--- Given data Enclosed Below ---
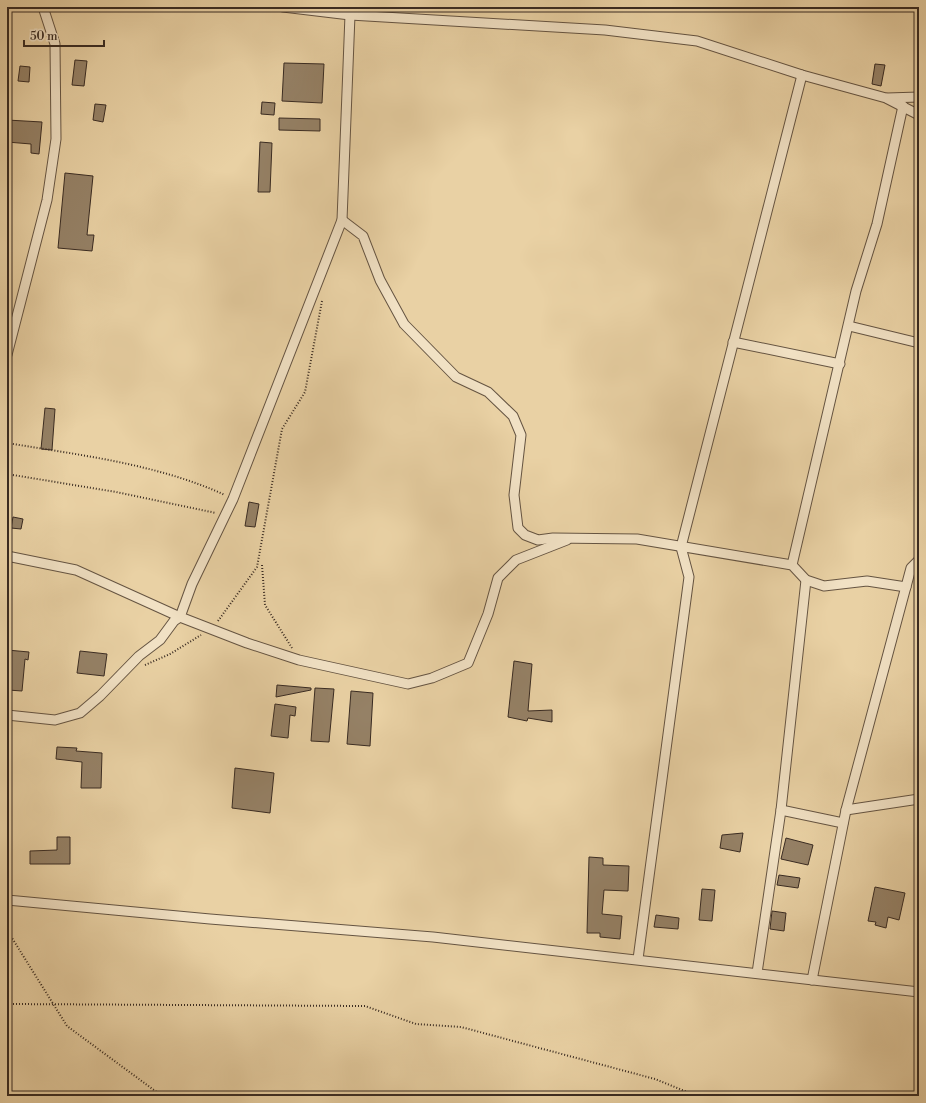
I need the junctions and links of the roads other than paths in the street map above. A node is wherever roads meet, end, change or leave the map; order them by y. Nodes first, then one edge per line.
1 (43, 7) edge
2 (284, 7) edge
3 (350, 15) junction
4 (802, 75) junction
5 (919, 97) edge
6 (886, 98) junction
7 (903, 106) junction
8 (919, 115) edge
9 (342, 220) junction
10 (849, 326) junction
11 (733, 342) junction
12 (919, 343) edge
13 (7, 355) edge
14 (840, 364) junction
15 (571, 538) junction
16 (681, 547) junction
17 (7, 556) edge
18 (919, 558) edge
19 (792, 565) junction
20 (806, 580) junction
21 (906, 587) junction
22 (180, 616) junction
23 (7, 715) edge
24 (919, 799) edge
25 (781, 810) junction
26 (846, 810) junction
27 (843, 823) junction
28 (7, 900) edge
29 (638, 959) junction
30 (757, 973) junction
31 (812, 980) junction
32 (919, 990) edge

1 - 13 street
2 - 3 street
3 - 4 street
3 - 9 street
4 - 6 street
4 - 11 street
5 - 6 street
6 - 7 street
7 - 8 street
7 - 10 street
9 - 15 street
9 - 22 street
10 - 12 street
10 - 14 street
11 - 14 street
11 - 16 street
14 - 19 street
15 - 16 street
15 - 22 street
16 - 19 street
16 - 29 street
17 - 22 street
18 - 21 street
19 - 20 street
20 - 21 street
20 - 25 street
21 - 26 street
22 - 23 street
24 - 26 street
25 - 27 street
25 - 30 street
26 - 27 street
27 - 31 street
28 - 29 street
29 - 30 street
30 - 31 street
31 - 32 street

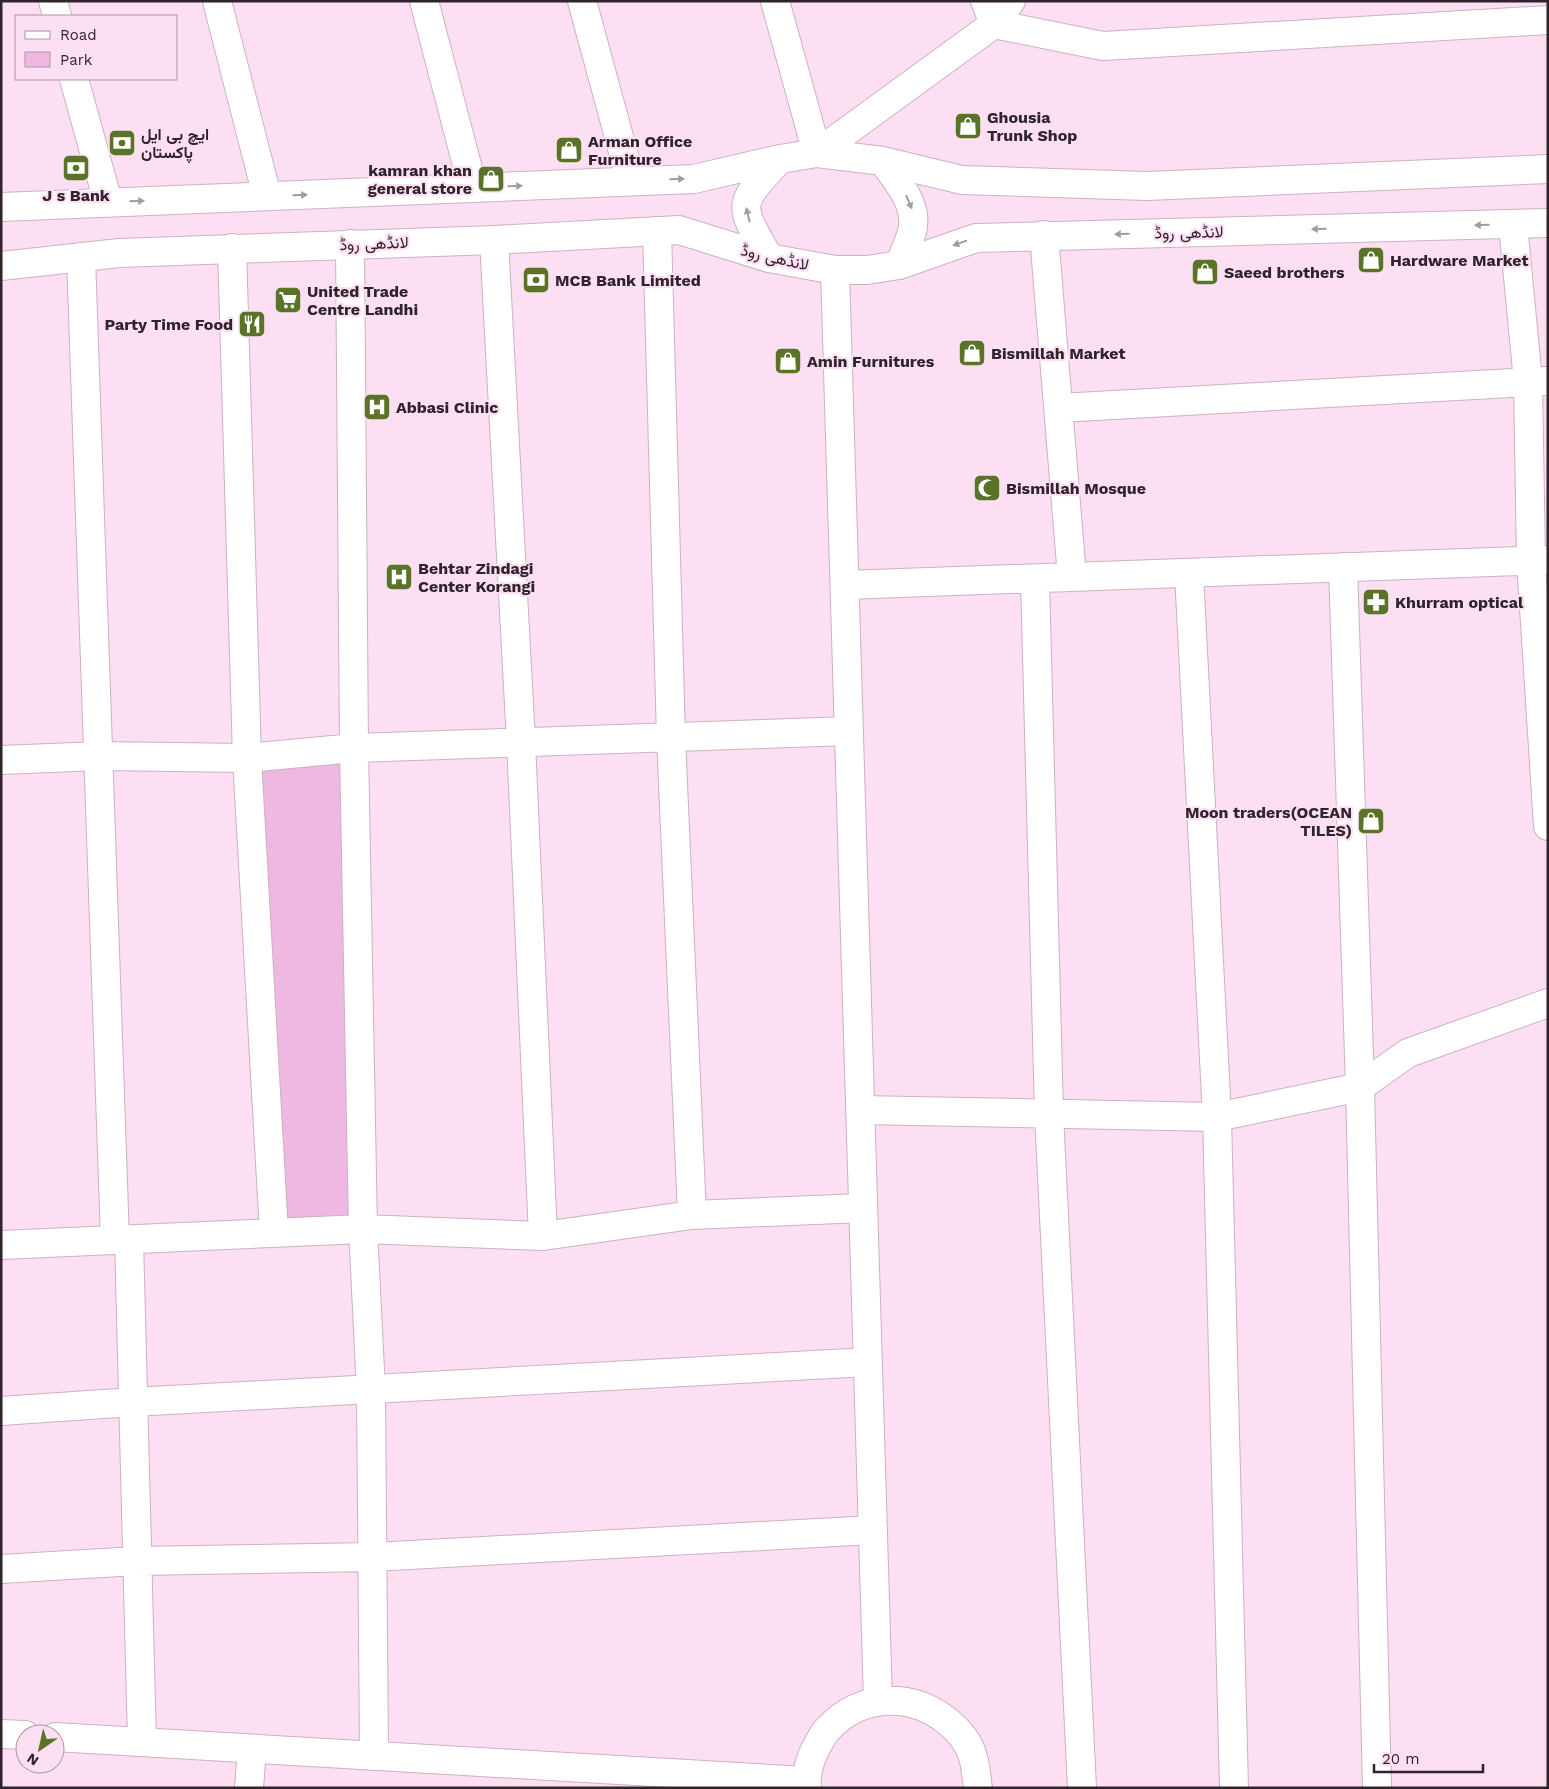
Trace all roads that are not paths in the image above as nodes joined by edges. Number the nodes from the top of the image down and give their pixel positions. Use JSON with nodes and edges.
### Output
{"nodes":[{"id":1,"x":53,"y":1,"type":"edge"},
{"id":2,"x":217,"y":1,"type":"edge"},
{"id":3,"x":424,"y":1,"type":"edge"},
{"id":4,"x":582,"y":1,"type":"edge"},
{"id":5,"x":775,"y":1,"type":"edge"},
{"id":6,"x":1011,"y":1,"type":"edge"},
{"id":7,"x":989,"y":13,"type":"edge"},
{"id":8,"x":57,"y":15,"type":"edge"},
{"id":9,"x":1548,"y":20,"type":"edge"},
{"id":10,"x":74,"y":80,"type":"edge"},
{"id":11,"x":817,"y":153,"type":"junction"},
{"id":12,"x":780,"y":159,"type":"junction"},
{"id":13,"x":883,"y":160,"type":"junction"},
{"id":14,"x":1548,"y":169,"type":"edge"},
{"id":15,"x":631,"y":181,"type":"junction"},
{"id":16,"x":473,"y":188,"type":"junction"},
{"id":17,"x":266,"y":196,"type":"junction"},
{"id":18,"x":108,"y":202,"type":"junction"},
{"id":19,"x":1,"y":206,"type":"edge"},
{"id":20,"x":1548,"y":223,"type":"edge"},
{"id":21,"x":1513,"y":225,"type":"junction"},
{"id":22,"x":657,"y":231,"type":"junction"},
{"id":23,"x":1044,"y":236,"type":"junction"},
{"id":24,"x":494,"y":240,"type":"junction"},
{"id":25,"x":350,"y":244,"type":"junction"},
{"id":26,"x":232,"y":248,"type":"junction"},
{"id":27,"x":81,"y":257,"type":"junction"},
{"id":28,"x":769,"y":258,"type":"junction"},
{"id":29,"x":899,"y":265,"type":"junction"},
{"id":30,"x":1,"y":266,"type":"edge"},
{"id":31,"x":835,"y":270,"type":"junction"},
{"id":32,"x":1538,"y":381,"type":"edge"},
{"id":33,"x":1058,"y":408,"type":"junction"},
{"id":34,"x":1539,"y":561,"type":"edge"},
{"id":35,"x":1343,"y":567,"type":"junction"},
{"id":36,"x":1189,"y":573,"type":"junction"},
{"id":37,"x":1072,"y":577,"type":"junction"},
{"id":38,"x":1036,"y":579,"type":"junction"},
{"id":39,"x":845,"y":585,"type":"junction"},
{"id":40,"x":849,"y":731,"type":"junction"},
{"id":41,"x":671,"y":738,"type":"junction"},
{"id":42,"x":521,"y":742,"type":"junction"},
{"id":43,"x":354,"y":748,"type":"junction"},
{"id":44,"x":99,"y":756,"type":"junction"},
{"id":45,"x":246,"y":758,"type":"junction"},
{"id":46,"x":1,"y":760,"type":"edge"},
{"id":47,"x":1548,"y":826,"type":"edge"},
{"id":48,"x":1548,"y":1003,"type":"edge"},
{"id":49,"x":1360,"y":1087,"type":"junction"},
{"id":50,"x":860,"y":1110,"type":"junction"},
{"id":51,"x":1048,"y":1114,"type":"junction"},
{"id":52,"x":1217,"y":1117,"type":"junction"},
{"id":53,"x":863,"y":1208,"type":"junction"},
{"id":54,"x":692,"y":1215,"type":"junction"},
{"id":55,"x":363,"y":1229,"type":"junction"},
{"id":56,"x":274,"y":1233,"type":"junction"},
{"id":57,"x":543,"y":1236,"type":"junction"},
{"id":58,"x":122,"y":1239,"type":"junction"},
{"id":59,"x":1,"y":1245,"type":"edge"},
{"id":60,"x":868,"y":1362,"type":"junction"},
{"id":61,"x":371,"y":1390,"type":"junction"},
{"id":62,"x":133,"y":1402,"type":"junction"},
{"id":63,"x":1,"y":1411,"type":"edge"},
{"id":64,"x":873,"y":1530,"type":"junction"},
{"id":65,"x":373,"y":1557,"type":"junction"},
{"id":66,"x":137,"y":1561,"type":"junction"},
{"id":67,"x":1,"y":1569,"type":"edge"},
{"id":68,"x":878,"y":1701,"type":"junction"},
{"id":69,"x":1,"y":1734,"type":"edge"},
{"id":70,"x":15,"y":1735,"type":"edge"},
{"id":71,"x":65,"y":1738,"type":"edge"},
{"id":72,"x":142,"y":1742,"type":"junction"},
{"id":73,"x":252,"y":1749,"type":"junction"},
{"id":74,"x":374,"y":1756,"type":"junction"},
{"id":75,"x":806,"y":1785,"type":"edge"},
{"id":76,"x":249,"y":1788,"type":"edge"},
{"id":77,"x":978,"y":1788,"type":"edge"},
{"id":78,"x":1082,"y":1788,"type":"edge"},
{"id":79,"x":1234,"y":1788,"type":"edge"},
{"id":80,"x":1377,"y":1788,"type":"edge"}],
"edges":[{"from":1,"to":8,"type":"street"},
{"from":2,"to":17,"type":"street"},
{"from":3,"to":16,"type":"street"},
{"from":4,"to":15,"type":"street"},
{"from":5,"to":11,"type":"street"},
{"from":6,"to":7,"type":"street"},
{"from":7,"to":9,"type":"street"},
{"from":7,"to":11,"type":"street"},
{"from":10,"to":18,"type":"street"},
{"from":11,"to":12,"type":"street"},
{"from":11,"to":13,"type":"street"},
{"from":15,"to":12,"type":"street","one_way":true},
{"from":28,"to":12,"type":"street","one_way":true},
{"from":13,"to":14,"type":"street"},
{"from":13,"to":29,"type":"street","one_way":true},
{"from":16,"to":15,"type":"street","one_way":true},
{"from":17,"to":16,"type":"street","one_way":true},
{"from":18,"to":17,"type":"street","one_way":true},
{"from":18,"to":19,"type":"street"},
{"from":20,"to":21,"type":"street","name":"لانڈھی روڈ"},
{"from":21,"to":23,"type":"street","name":"لانڈھی روڈ","one_way":true},
{"from":21,"to":32,"type":"street"},
{"from":22,"to":24,"type":"street","name":"لانڈھی روڈ"},
{"from":22,"to":28,"type":"street","name":"لانڈھی روڈ"},
{"from":22,"to":41,"type":"street"},
{"from":23,"to":29,"type":"street","name":"لانڈھی روڈ","one_way":true},
{"from":23,"to":33,"type":"street"},
{"from":24,"to":25,"type":"street","name":"لانڈھی روڈ"},
{"from":24,"to":42,"type":"street"},
{"from":25,"to":26,"type":"street","name":"لانڈھی روڈ"},
{"from":25,"to":43,"type":"street"},
{"from":26,"to":27,"type":"street","name":"لانڈھی روڈ"},
{"from":26,"to":45,"type":"street"},
{"from":27,"to":30,"type":"street","name":"لانڈھی روڈ"},
{"from":27,"to":44,"type":"street"},
{"from":28,"to":31,"type":"street","name":"لانڈھی روڈ"},
{"from":29,"to":31,"type":"street","name":"لانڈھی روڈ"},
{"from":31,"to":39,"type":"street"},
{"from":32,"to":33,"type":"street"},
{"from":32,"to":34,"type":"street"},
{"from":33,"to":37,"type":"street"},
{"from":34,"to":35,"type":"street"},
{"from":34,"to":47,"type":"street"},
{"from":35,"to":36,"type":"street"},
{"from":35,"to":49,"type":"street"},
{"from":36,"to":37,"type":"street"},
{"from":36,"to":52,"type":"street"},
{"from":37,"to":38,"type":"street"},
{"from":38,"to":39,"type":"street"},
{"from":38,"to":51,"type":"street"},
{"from":39,"to":40,"type":"street"},
{"from":40,"to":41,"type":"street"},
{"from":40,"to":50,"type":"street"},
{"from":41,"to":42,"type":"street"},
{"from":41,"to":54,"type":"street"},
{"from":42,"to":43,"type":"street"},
{"from":42,"to":57,"type":"street"},
{"from":43,"to":45,"type":"street"},
{"from":43,"to":55,"type":"street"},
{"from":44,"to":45,"type":"street"},
{"from":44,"to":46,"type":"street"},
{"from":44,"to":58,"type":"street"},
{"from":45,"to":56,"type":"street"},
{"from":48,"to":49,"type":"street"},
{"from":49,"to":52,"type":"street"},
{"from":49,"to":80,"type":"street"},
{"from":50,"to":51,"type":"street"},
{"from":50,"to":53,"type":"street"},
{"from":51,"to":52,"type":"street"},
{"from":51,"to":78,"type":"street"},
{"from":52,"to":79,"type":"street"},
{"from":53,"to":54,"type":"street"},
{"from":53,"to":60,"type":"street"},
{"from":54,"to":57,"type":"street"},
{"from":55,"to":56,"type":"street"},
{"from":55,"to":57,"type":"street"},
{"from":55,"to":61,"type":"street"},
{"from":56,"to":58,"type":"street"},
{"from":58,"to":59,"type":"street"},
{"from":58,"to":62,"type":"street"},
{"from":60,"to":61,"type":"street"},
{"from":60,"to":64,"type":"street"},
{"from":61,"to":62,"type":"street"},
{"from":61,"to":65,"type":"street"},
{"from":62,"to":63,"type":"street"},
{"from":62,"to":66,"type":"street"},
{"from":64,"to":65,"type":"street"},
{"from":64,"to":68,"type":"street"},
{"from":65,"to":66,"type":"street"},
{"from":65,"to":74,"type":"street"},
{"from":66,"to":67,"type":"street"},
{"from":66,"to":72,"type":"street"},
{"from":68,"to":75,"type":"street"},
{"from":68,"to":77,"type":"street"},
{"from":69,"to":70,"type":"street"},
{"from":71,"to":72,"type":"street"},
{"from":72,"to":73,"type":"street"},
{"from":73,"to":74,"type":"street"},
{"from":73,"to":76,"type":"street"},
{"from":74,"to":75,"type":"street"}]}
--- End of Enclosed Given data ---
**Exercise details:** Check each line of the records for the string "edges" and copy those that have it.

**Finished task:**
Trace all roads that are not paths in the image above as nodes joined by edges. Number the nodes from the top of the image down and give their pixel positions. Use JSON with nodes and edges.
"edges":[{"from":1,"to":8,"type":"street"},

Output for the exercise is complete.